*WHAT YOU HAVE TO DO*:
In the records below, find the lines that include the string "every" and report how many there are, nothing else.

*RECORDS PROVIDED*:
• • •

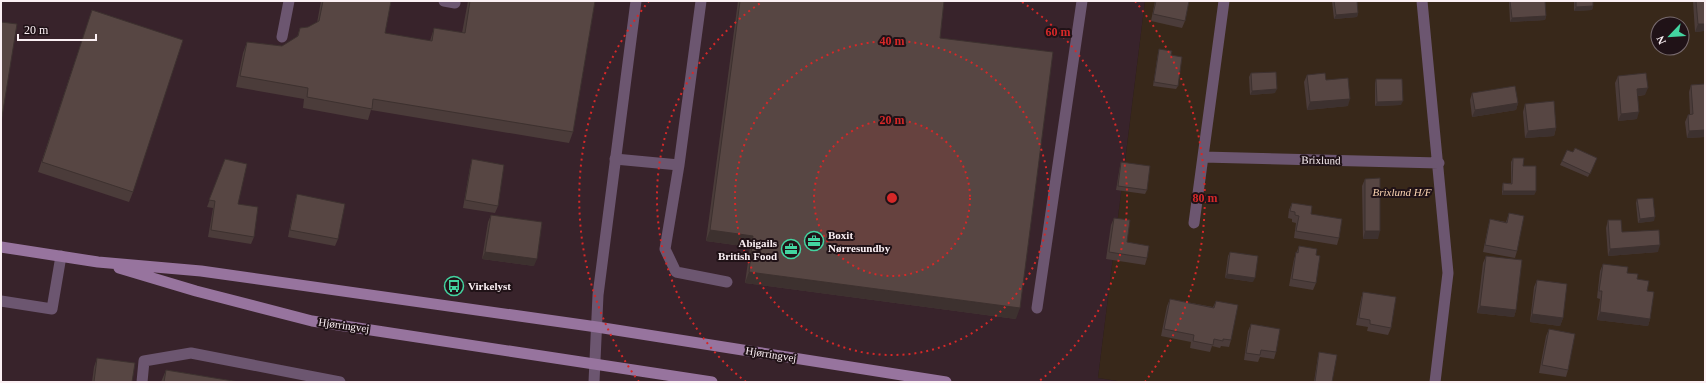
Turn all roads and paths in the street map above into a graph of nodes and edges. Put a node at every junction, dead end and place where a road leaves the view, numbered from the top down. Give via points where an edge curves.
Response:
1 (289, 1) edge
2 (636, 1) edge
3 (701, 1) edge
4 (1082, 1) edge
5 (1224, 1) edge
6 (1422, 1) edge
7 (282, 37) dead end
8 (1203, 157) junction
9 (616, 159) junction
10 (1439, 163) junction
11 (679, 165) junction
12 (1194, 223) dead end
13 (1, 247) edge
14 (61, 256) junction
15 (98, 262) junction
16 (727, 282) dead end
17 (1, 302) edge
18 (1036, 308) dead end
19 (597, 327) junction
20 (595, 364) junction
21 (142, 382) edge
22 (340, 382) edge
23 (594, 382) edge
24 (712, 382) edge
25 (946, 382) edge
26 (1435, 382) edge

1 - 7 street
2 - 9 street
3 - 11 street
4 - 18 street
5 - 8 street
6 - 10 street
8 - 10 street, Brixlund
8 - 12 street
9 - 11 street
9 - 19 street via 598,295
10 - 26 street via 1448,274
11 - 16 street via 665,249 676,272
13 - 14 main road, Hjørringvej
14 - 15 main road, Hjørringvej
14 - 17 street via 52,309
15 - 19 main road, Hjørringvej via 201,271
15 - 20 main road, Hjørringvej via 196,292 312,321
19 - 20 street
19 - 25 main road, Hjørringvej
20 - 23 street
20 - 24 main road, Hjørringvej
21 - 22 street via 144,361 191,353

• • •

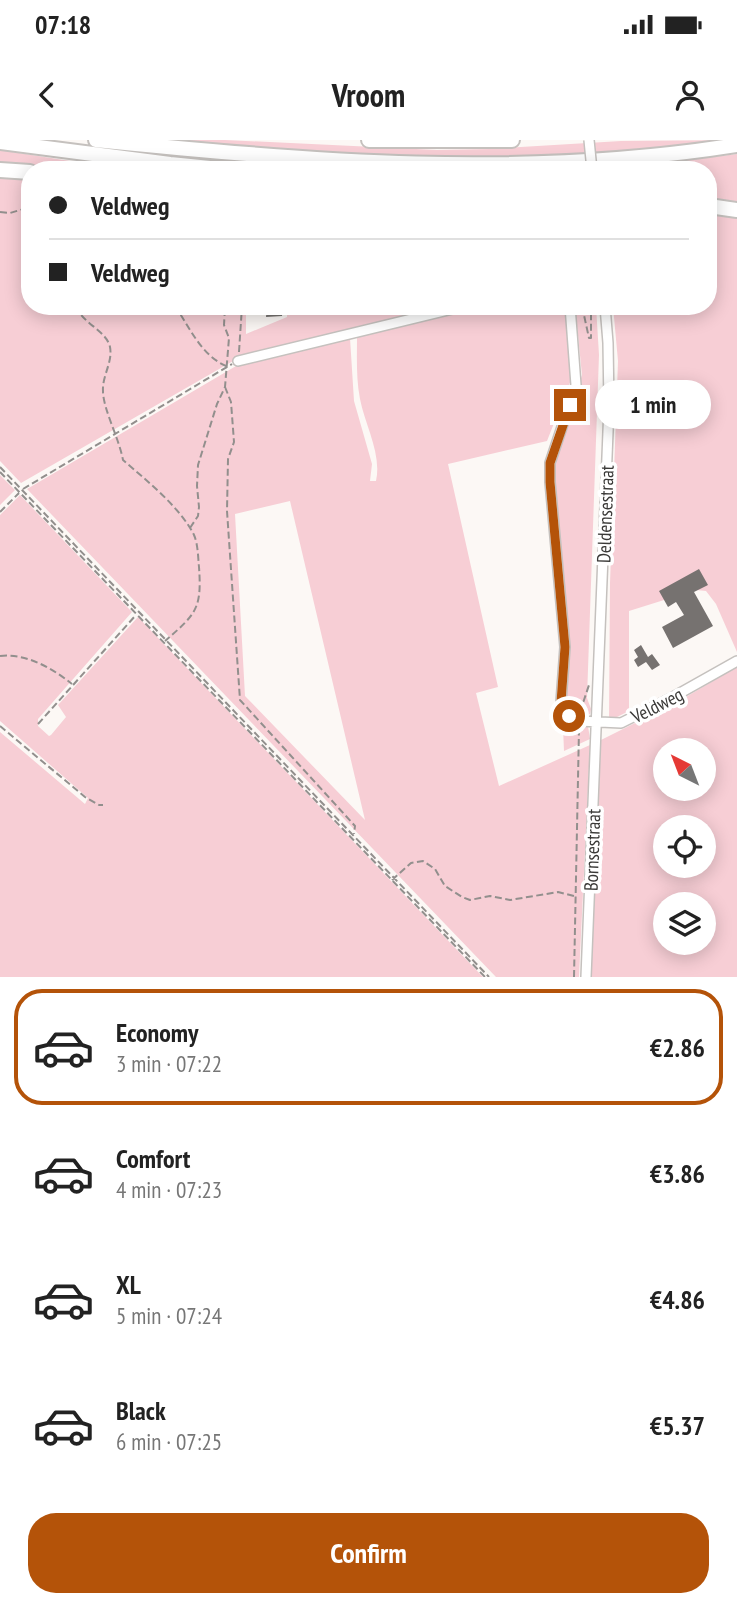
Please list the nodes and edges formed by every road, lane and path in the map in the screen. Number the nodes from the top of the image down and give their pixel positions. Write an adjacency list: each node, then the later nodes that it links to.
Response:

• • •

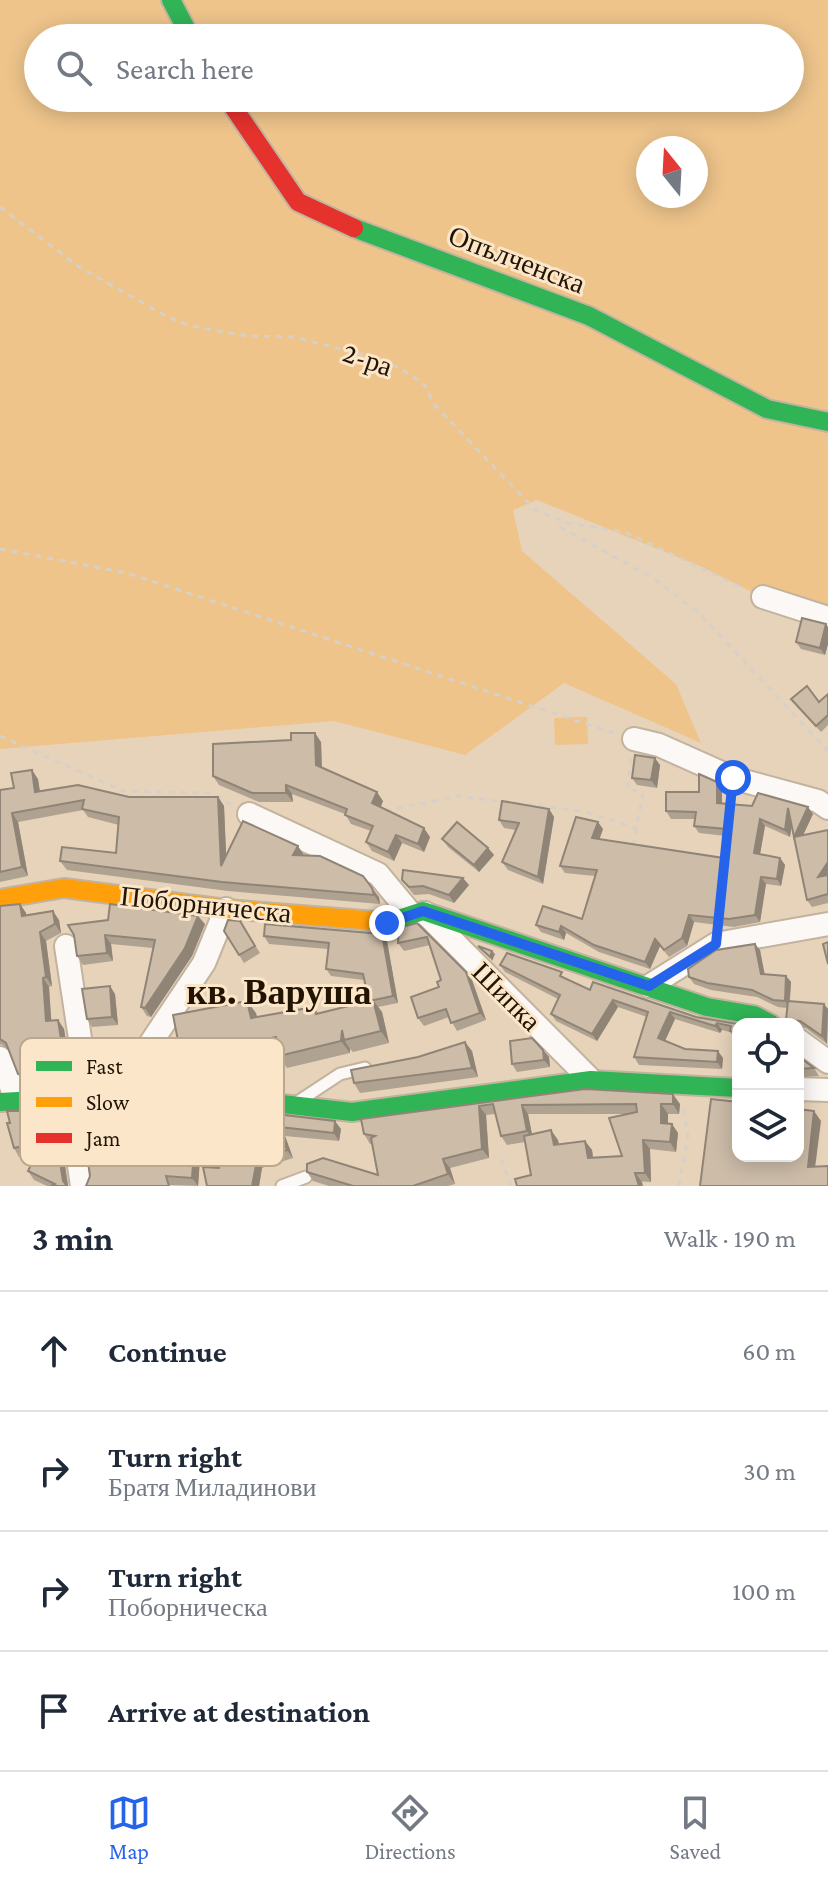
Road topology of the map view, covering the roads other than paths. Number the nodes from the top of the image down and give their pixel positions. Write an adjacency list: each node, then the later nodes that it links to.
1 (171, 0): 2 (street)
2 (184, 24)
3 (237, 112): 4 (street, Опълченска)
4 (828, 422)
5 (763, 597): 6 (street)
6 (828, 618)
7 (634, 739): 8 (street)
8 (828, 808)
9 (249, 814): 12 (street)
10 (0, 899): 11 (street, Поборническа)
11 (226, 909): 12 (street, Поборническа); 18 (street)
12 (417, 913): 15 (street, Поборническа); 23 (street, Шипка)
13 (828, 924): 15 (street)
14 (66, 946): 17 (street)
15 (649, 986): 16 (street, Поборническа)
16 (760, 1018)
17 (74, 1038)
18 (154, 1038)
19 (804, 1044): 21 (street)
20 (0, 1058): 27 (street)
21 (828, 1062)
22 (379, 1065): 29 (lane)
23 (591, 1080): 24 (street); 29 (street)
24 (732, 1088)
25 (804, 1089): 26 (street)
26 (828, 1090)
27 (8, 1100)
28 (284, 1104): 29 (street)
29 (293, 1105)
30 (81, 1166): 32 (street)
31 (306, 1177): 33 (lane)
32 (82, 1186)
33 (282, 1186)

• • •

*ANSWER TO THE PROBLEM*:
2